Auteur : Chloé Delaume (FRA)
Titre : Le cri du sablier
Editions Folio : 2003 (publication originale, 2001)
Second roman de Chloé Delaume après "Les mouflettes d'Atropos", ce récit autobiographique, à l'instar de la majorité de son oeuvre, se consacre à son enfance. Enfance durant laquelle eu lieu l'épouvantable. Alors âgée de dix ans, elle vit son père assassiner sa mère avec un fusil, avant d'orienter le canon dans sa direction pour ensuite se rétracter et se suicider. Ce drame qui la hante devait rejaillir dans un immense cri, via une sorte de thérapie par l'écriture.
Chloé passa les cinq premières années de sa vie à Beyrouth, n'en gardant guère de souvenirs. Sa famille s'installa ensuite à Paris. Se marier fut assurément une belle erreur commise par sa mère. Sans compter sur sa fille, pour laquelle l'affection et la reconnaissance ne se manifestaient que rarement. Quant à son père, lorsqu'il n'était pas en voyage pour affaires, il maltraitait la petite. Ses parents ne l'appelaient jamais par son prénom, comme si elle en était dépourvue. L'école lui permettait de "s'identifier". Elle revient sur ses années laborieuses d'apprentissage à l'école primaire. Les mathématiques engendraient chez elle une profonde répulsion, tous ces calculs semblables à de "cabalistiques symboles". A dix ans surgit ce tragique évènement. La disparition de ses parents suite au coup de folie de son papa. Traumatisée, elle ne peut sortir un mot les neuf mois suivants. Sa famille la croit atteinte d'aphasie. D'autres moments, lassée de ce mutisme, elle la culpabilisait en l'accusant de ne pas faire d'efforts. Elle fut adoptée par son oncle et sa tante, mais l'ennui établissait son camp de base.
"Le cri du sablier" se démarque des autres productions par son écriture, déroutante et expérimentale. Seuls les points sont présents dans la ponctuation, on relève tout au plus dix virgules sur l'ensemble. Le sens de la phrase vacille, le lecteur devant imaginer la position des virgules. Les mots sont souvent intervertis, comme si ces phrases témoignaient du trouble intérieur de l'auteure. C'est à nous de suivre la rythmique orale. Via l'écriture, elle intercale une distance vis-à-vis des évènements. La richesse du vocabulaire trouve sa source dès son enfance où Chloé Delaume apprenait de nouveaux mots en prenant des exemples afin de leur donner du sens (on trouve quelques références à la mythologie grecque).

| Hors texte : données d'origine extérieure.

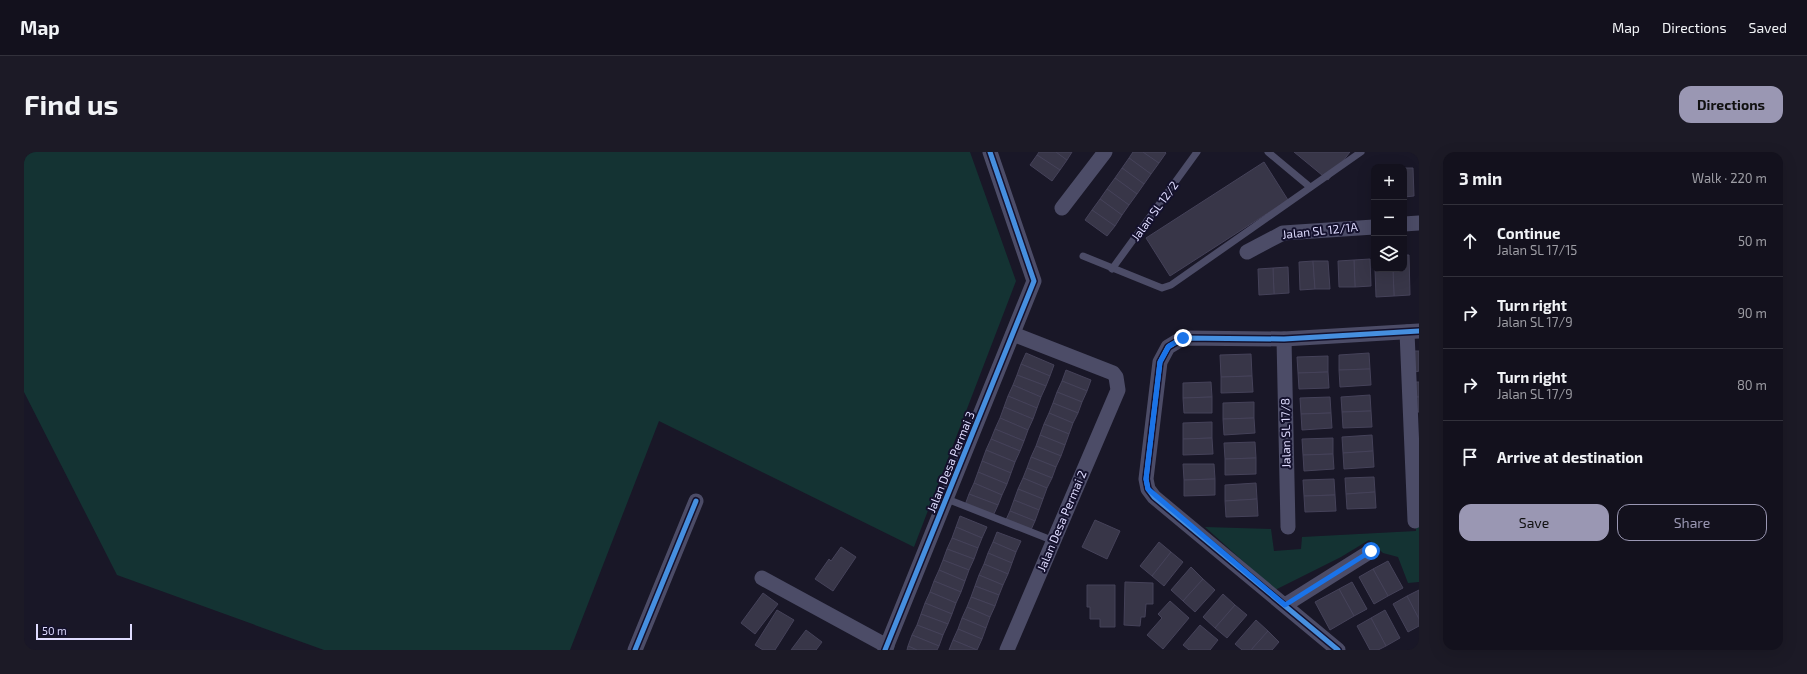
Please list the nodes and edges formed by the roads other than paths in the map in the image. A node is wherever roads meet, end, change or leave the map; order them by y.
1 (990, 152) edge
2 (1105, 152) edge
3 (1197, 152) edge
4 (1268, 152) edge
5 (1360, 152) edge
6 (1310, 187) junction
7 (1062, 208) dead end
8 (1419, 223) edge
9 (1407, 224) edge
10 (1371, 226) edge
11 (1247, 252) dead end
12 (1083, 256) dead end
13 (1112, 269) junction
14 (1413, 332) edge
15 (1013, 334) junction
16 (1284, 339) junction
17 (947, 499) junction
18 (696, 500) dead end
19 (1415, 521) dead end
20 (1288, 526) dead end
21 (1054, 541) junction
22 (1371, 551) dead end
23 (762, 578) dead end
24 (1285, 605) junction
25 (886, 648) edge
26 (636, 650) edge
27 (1007, 650) edge
28 (1338, 650) edge

1 - 15 street, Jalan Desa Permai 3
2 - 7 street
3 - 13 lane, Jalan SL 12/2
4 - 6 lane
5 - 6 lane
6 - 13 lane
8 - 9 street
10 - 11 street, Jalan SL 12/1A
12 - 13 lane
14 - 16 street
14 - 19 street
15 - 17 street, Jalan Desa Permai 3
15 - 21 street, Jalan Desa Permai 2
16 - 20 street, Jalan SL 17/8
16 - 24 street
17 - 21 lane
17 - 25 street, Jalan Desa Permai 3
18 - 26 street
21 - 27 street, Jalan Desa Permai 2
22 - 24 street
23 - 25 street
24 - 28 street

La pathologie du temps possède une place importante dans ce texte. Tout d'abord les nombreux mois qu'il lui fallut pour retrouver l'usage de la parole. Ensuite, de nombreuses années pour faire ressortir ce passé douloureux, employant fréquemment l'ironie pour prendre un recul nécessaire, en évitant de tomber dans le pathos. Cette langue viscérale manifeste le besoin - l'auteure parle d'un don - d'"expulser ce Verbe". De le recracher au monde : "Je t'extrairai de moi, joli papa" ou encore "Mon père, mon sale chaos". Après avoir ressasser et ressasser, elle n'a plus peur de lui, ni des hommes. Elle éprouve le sentiment de se libérer : "La parole amène les mondes à l'existence" (in Eclats de voix de David Le Breton).
Enfin la métaphore du sablier. Synonyme du temps qui passe. Lorsque l'écoulement arrive à son terme il "beugle le dénouement". En outre, l'enfermement met en lumière celui, double, de son corps et de sa voix, qui sont emprisonnés, comprimés. Ou encore de son état mental. Car après le drame, sa famille pensait qu'elle avait un "grain", comme son père.
A travers une prose qui désarçonne, Chloé Delaume revient sur son passé traumatique, dans un style sinueux qui retranscrit avec une grande force l'oppression qui la ronge. L'ironie contrebalance et distancie la gravité du propos, offrant même au lecteur quelques rires. Mais en tendant l'oreille, il devine un cri lointain qui tourbillonne continuellement. Stupéfiant et percutant.